Materials provided –
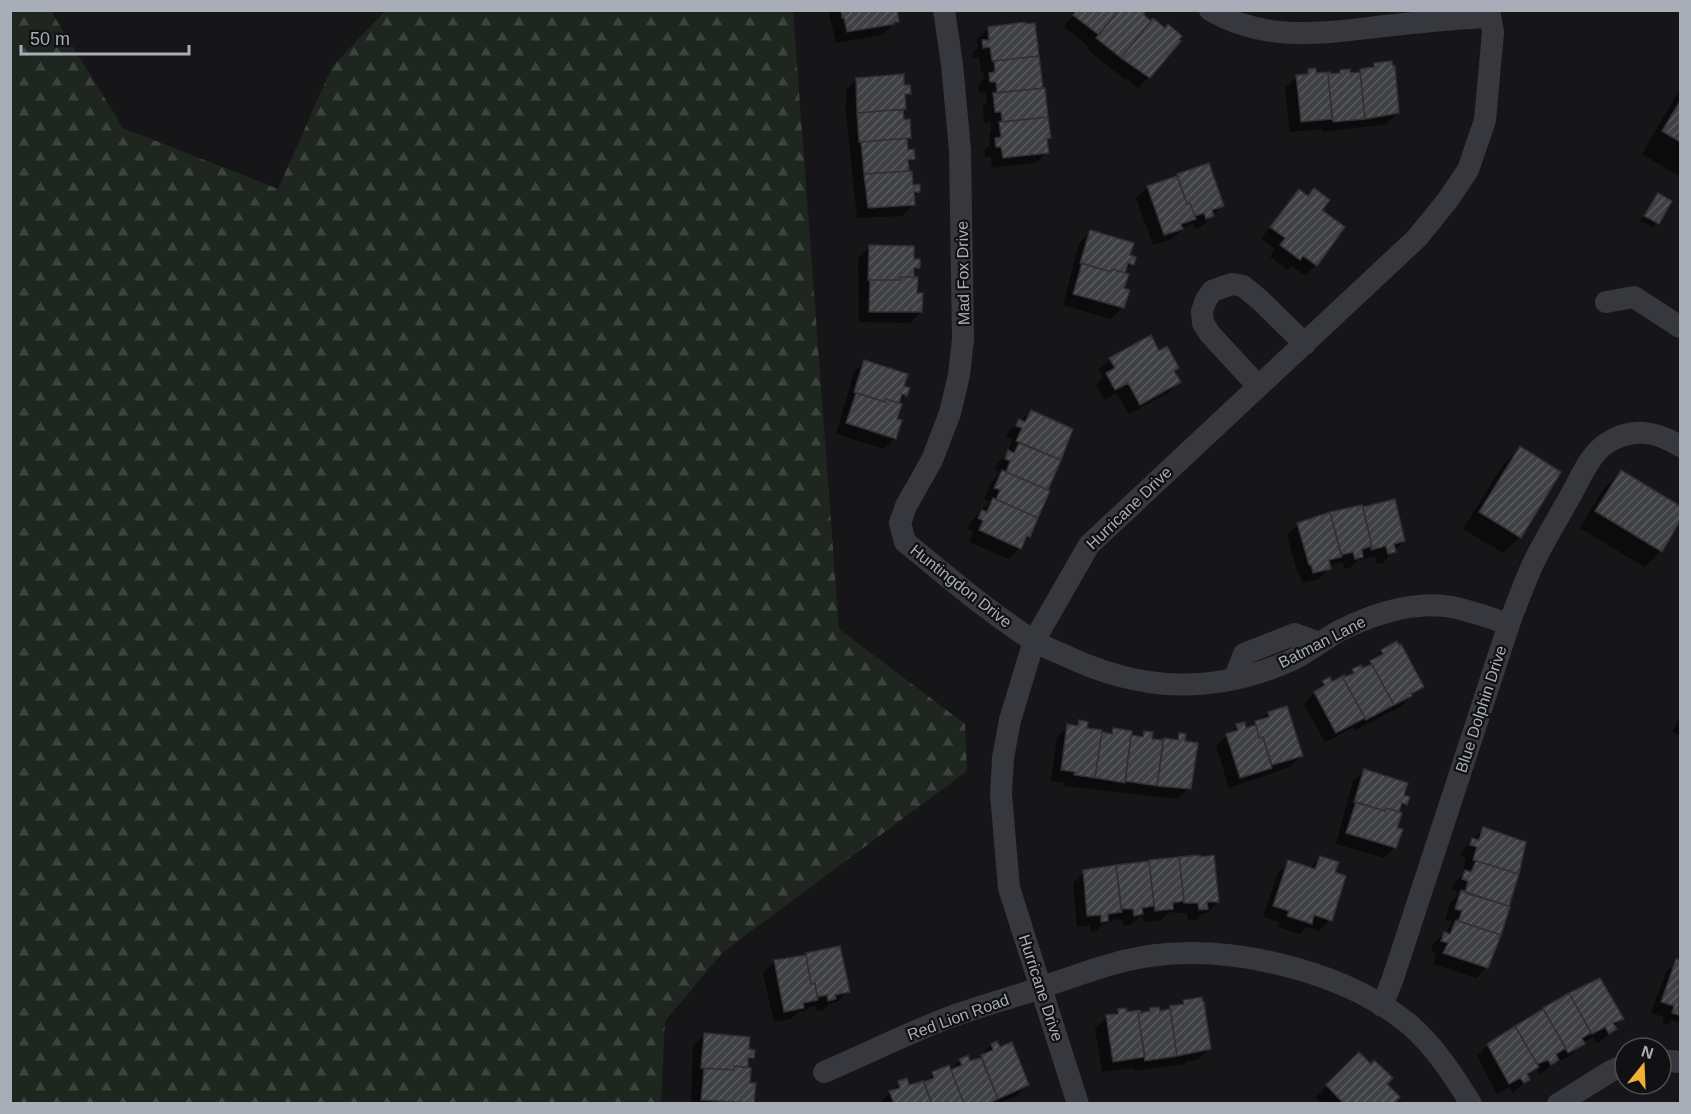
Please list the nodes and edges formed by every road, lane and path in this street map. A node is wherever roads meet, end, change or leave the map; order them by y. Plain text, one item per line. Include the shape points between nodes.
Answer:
1 (944, 10) edge
2 (1210, 10) edge
3 (1489, 14) edge
4 (1606, 302) dead end
5 (1680, 327) edge
6 (1305, 344) junction
7 (1258, 386) junction
8 (1680, 446) edge
9 (900, 523) joint
10 (1509, 624) junction
11 (1034, 641) junction
12 (1041, 987) junction
13 (1382, 1006) junction
14 (1613, 1070) edge
15 (824, 1072) dead end
16 (1078, 1104) edge
17 (1471, 1104) edge
18 (1558, 1104) edge

1 - 9 street, Mad Fox Drive via 960,150 963,339 950,413 932,460
2 - 3 street via 1274,32 1312,34
3 - 6 street, Hurricane Drive via 1492,48 1485,120 1468,170 1417,238
4 - 5 street via 1634,297
6 - 7 street, Hurricane Drive
6 - 7 street via 1243,286 1232,284 1212,291 1202,311 1203,323
7 - 11 street, Hurricane Drive via 1089,545
8 - 10 street, Blue Dolphin Drive via 1666,437 1640,431 1605,444 1592,458 1532,567
9 - 11 street, Huntingdon Drive via 905,542
10 - 11 street, Batman Lane via 1449,606 1398,609 1368,617 1294,659 1257,674 1185,686 1120,677 1090,668
10 - 13 street, Blue Dolphin Drive
11 - 12 street, Hurricane Drive via 1010,720 1001,795 1009,888
12 - 13 street, Red Lion Road via 1116,963 1165,954 1210,953 1297,968
12 - 15 street, Red Lion Road via 946,1018
12 - 16 street, Hurricane Drive
13 - 17 street, Red Lion Road via 1410,1026 1448,1067
14 - 18 street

Problem to work on – Repeat the records above word for word. Pictures stay out of the copy.

Exercise output –
Please list the nodes and edges formed by every road, lane and path in this street map. A node is wherever roads meet, end, change or leave the map; order them by y. Plain text, one item per line. Include the shape points between nodes.
Answer:
1 (944, 10) edge
2 (1210, 10) edge
3 (1489, 14) edge
4 (1606, 302) dead end
5 (1680, 327) edge
6 (1305, 344) junction
7 (1258, 386) junction
8 (1680, 446) edge
9 (900, 523) joint
10 (1509, 624) junction
11 (1034, 641) junction
12 (1041, 987) junction
13 (1382, 1006) junction
14 (1613, 1070) edge
15 (824, 1072) dead end
16 (1078, 1104) edge
17 (1471, 1104) edge
18 (1558, 1104) edge

1 - 9 street, Mad Fox Drive via 960,150 963,339 950,413 932,460
2 - 3 street via 1274,32 1312,34
3 - 6 street, Hurricane Drive via 1492,48 1485,120 1468,170 1417,238
4 - 5 street via 1634,297
6 - 7 street, Hurricane Drive
6 - 7 street via 1243,286 1232,284 1212,291 1202,311 1203,323
7 - 11 street, Hurricane Drive via 1089,545
8 - 10 street, Blue Dolphin Drive via 1666,437 1640,431 1605,444 1592,458 1532,567
9 - 11 street, Huntingdon Drive via 905,542
10 - 11 street, Batman Lane via 1449,606 1398,609 1368,617 1294,659 1257,674 1185,686 1120,677 1090,668
10 - 13 street, Blue Dolphin Drive
11 - 12 street, Hurricane Drive via 1010,720 1001,795 1009,888
12 - 13 street, Red Lion Road via 1116,963 1165,954 1210,953 1297,968
12 - 15 street, Red Lion Road via 946,1018
12 - 16 street, Hurricane Drive
13 - 17 street, Red Lion Road via 1410,1026 1448,1067
14 - 18 street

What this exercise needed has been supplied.